Originally posted by thedbp
There's a few places you'll likely be able to find "Docking Maneuvers." Try www.stepwise.com, www.macosxapps.com, or www.versiontracker.com. one of them HAS to have it. It lets you do all sorts of neat things with the dock, which just might give you a fresh perspective on this useful tool.

Also, keep in mind that this is the first time we've seen the Dock. It will change based on our requests to apple. So use it - it isn't going anywhere. Figure out what you DO like, what you'd like changed, and tell Apple. I figure in 1 year the Dock will be a very different animal from what it is now, just as it was very different in 10.0 than it was in the PB. Frankly I miss my control strip terribly, and 'docklings' just get lost in the shuffle of icons ... well, any way you stack it, the OS is going to keep changing and evolving. I'm not worried in the least.

zjd

If Apple doesn't do the evolving others certainly will.

BTW I found something that gave me hope:
http://asm.vercruesse.de/
ASM 1.1.1 (Application Switcher Menu) resurrects the ASM from OS 8/9 in its original form (now we need the old application switcher back & I'll be happy).
 
I don't think I would like it, nonetheless I voted with yes, cause even if I wouldn't do it, I want to be able to do it...:)
 
I would like an option to get rid of it!


It's bloody annoying, get's in the way of many things and violates the "Human Interface Guidelines" (As set out by Apple themselves). I for my part prefer DragThing.

:mad: Kill the Dock !:mad:
 

Why such hatred?

I agree that the dock could be better.. but I don't understand (some of) the Mac communities hatred of the dock? When it is one million times better than the classic approach!!!

The dock does take up space.. so why not use the auto-hide feature??
It's great! It takes up no space at all and when you mouse down you can get a full sized dock pop-up??

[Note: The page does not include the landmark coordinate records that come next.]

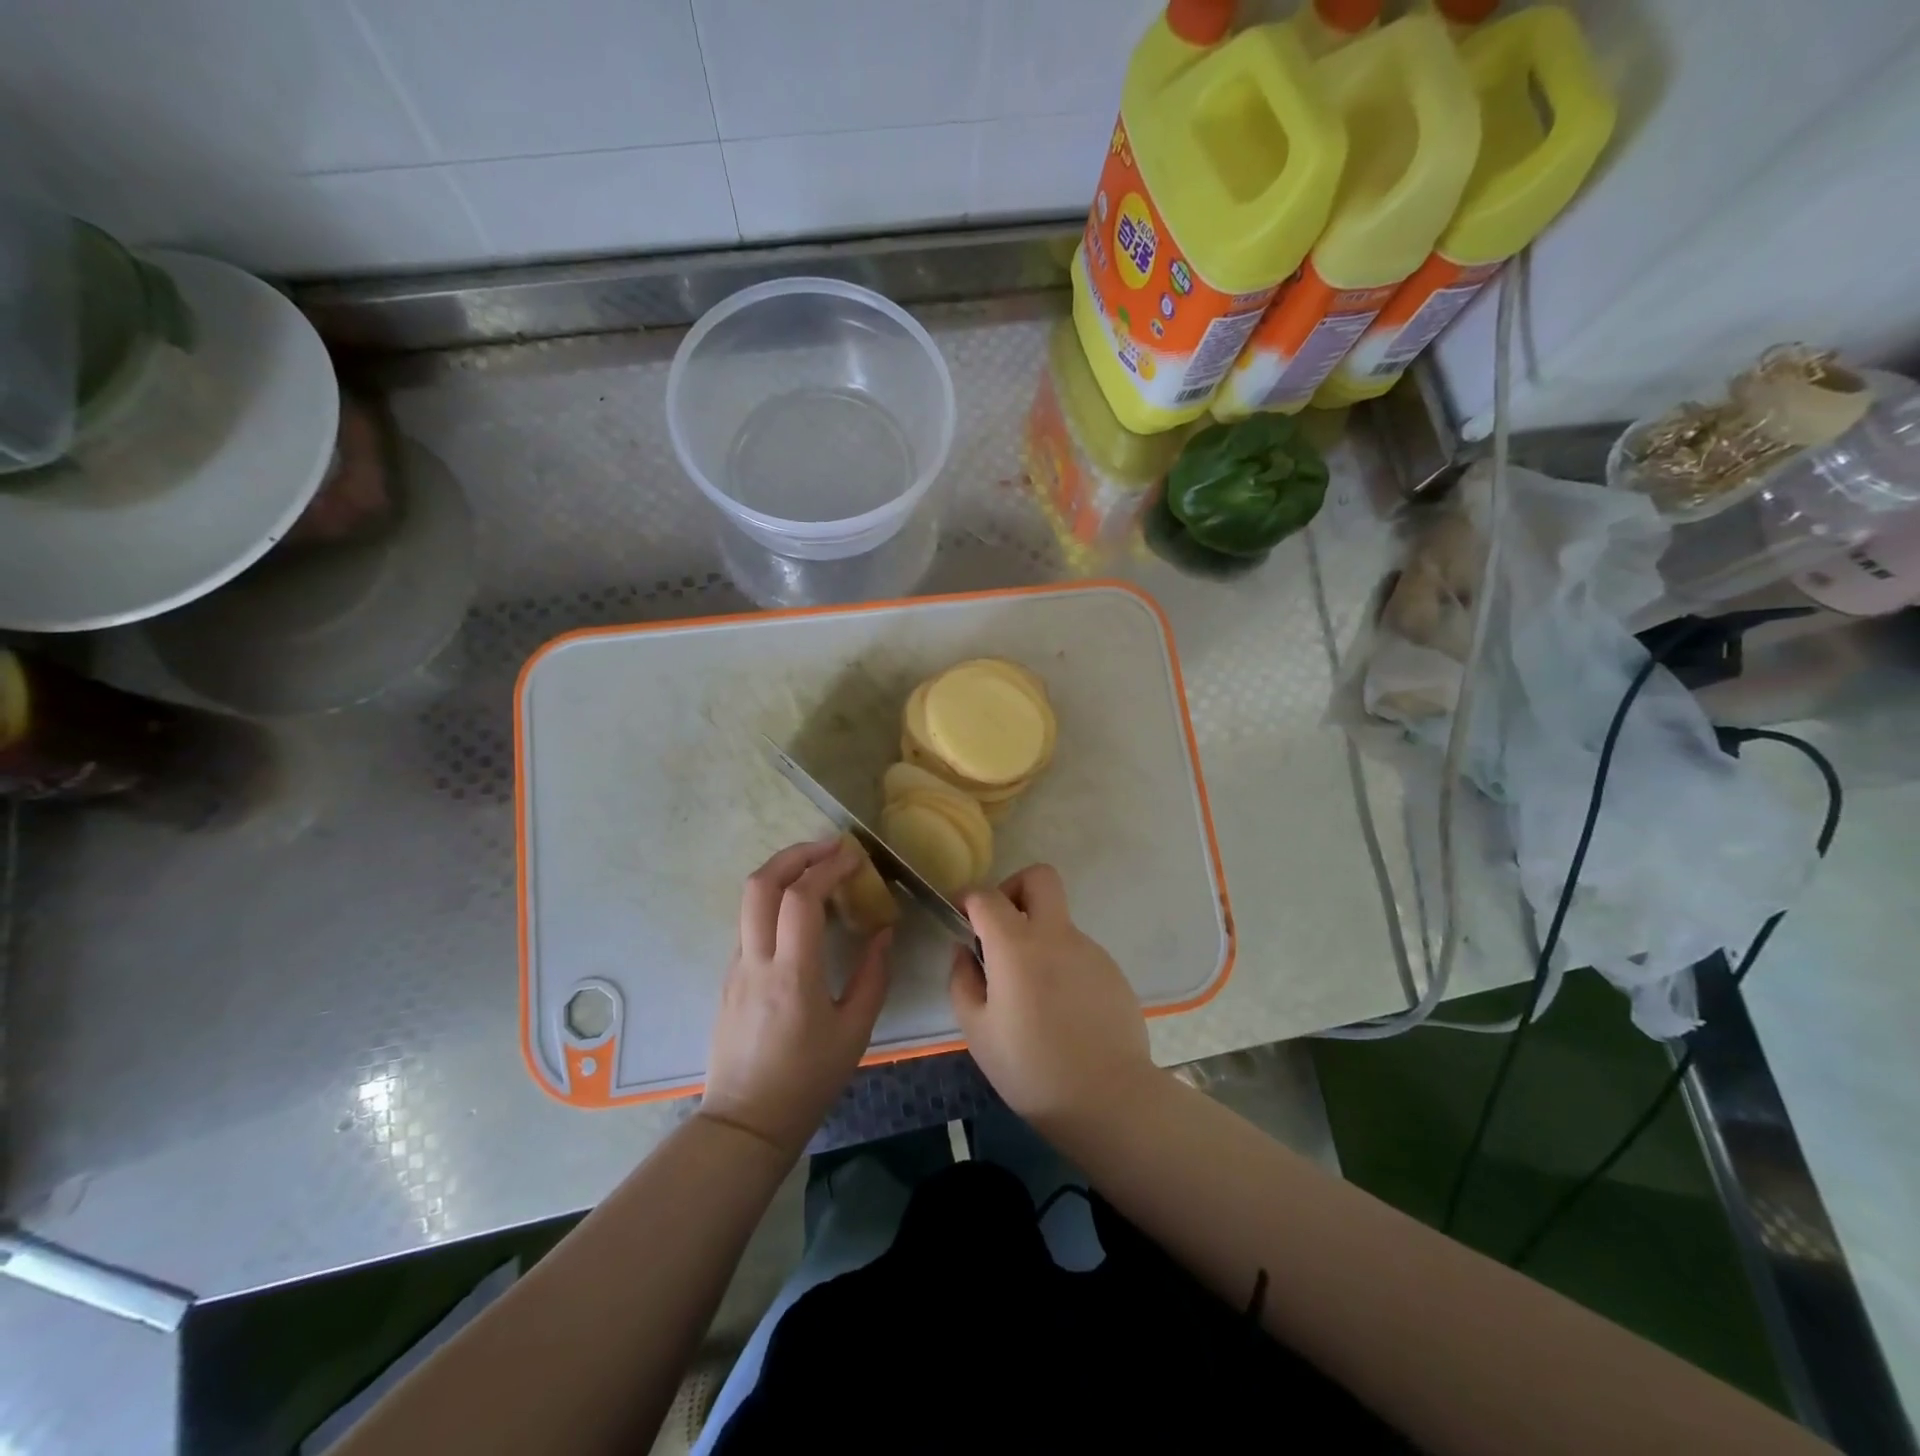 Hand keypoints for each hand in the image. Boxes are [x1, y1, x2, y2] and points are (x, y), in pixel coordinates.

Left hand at [701, 839, 892, 1158]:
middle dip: (794, 854)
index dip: (828, 867)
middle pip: (761, 883)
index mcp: (792, 974)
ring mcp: (736, 966)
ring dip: (781, 872)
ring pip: (749, 899)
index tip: (853, 856)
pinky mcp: (729, 976)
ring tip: (816, 870)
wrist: (745, 1122)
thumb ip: (873, 976)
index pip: (801, 898)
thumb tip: (883, 931)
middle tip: (829, 848)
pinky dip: (774, 900)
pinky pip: (749, 922)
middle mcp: (756, 960)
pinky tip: (799, 912)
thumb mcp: (855, 1032)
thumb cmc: (807, 1081)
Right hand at [948, 864, 1155, 1132]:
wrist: (1108, 1098)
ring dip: (1038, 939)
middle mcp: (1056, 935)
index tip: (960, 918)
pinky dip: (1061, 966)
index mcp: (1017, 945)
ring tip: (1030, 994)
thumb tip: (966, 951)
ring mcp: (1090, 950)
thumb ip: (963, 981)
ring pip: (1058, 922)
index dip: (968, 899)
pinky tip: (1060, 1011)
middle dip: (1014, 890)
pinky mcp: (1112, 971)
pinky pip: (1077, 953)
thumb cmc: (1030, 1068)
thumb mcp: (977, 1031)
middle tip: (1001, 930)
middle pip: (1039, 878)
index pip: (987, 896)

Regardless I'm sure the dock will improve with age..






 
It's all a matter of opinion obviously. I don't think anyone on either side of the issue needs to get all hot and bothered about it or about the opinions of others. I happen to like the dock - a lot.
The only thing I don't like is the fact that we have the redundant menu bar at the top. I guess you could say the dock is the redundant piece of the pie, but as I said, I happen to like the dock so I'd rather lose the menu bar.
I realize that apps need their menus but surely those menus could be implemented within the app window. If the apps make their own menus in their own windows, then that just leaves the clock and the apple menu everyone, it seems except me, begged apple to replace. But, you've got to admit the "Apple Menu" in its current incarnation isn't really the apple menu at all - at least not what it used to be. The clock is easily implemented in the dock.
I've sent feedback to apple re: this but am interested in others' opinions.
Also, I'm no programmer but how easy would it be to kill the menu bar? How deeply ingrained is this part of the UI and how involved would extricating it from the overall UI be?
 
The reason the menu bar is there is because on windows, and countless other OSes, you may never be quite sure where your menus will be. If they are window-dependant, they get moved and shuffled around, it is inconsistent. The Mac way is to always have them in the same place - so you always know where they are in relation to where the mouse is, etc. Its a reference point more than anything else, and its a necessary part of the UI. Both for new users trying to learn the system (its very easy to figure out that you ALWAYS go to the top of the screen to pick commands), and power users who have so many open windows that searching for each individual menu bar would be distracting, time consuming, and pointless.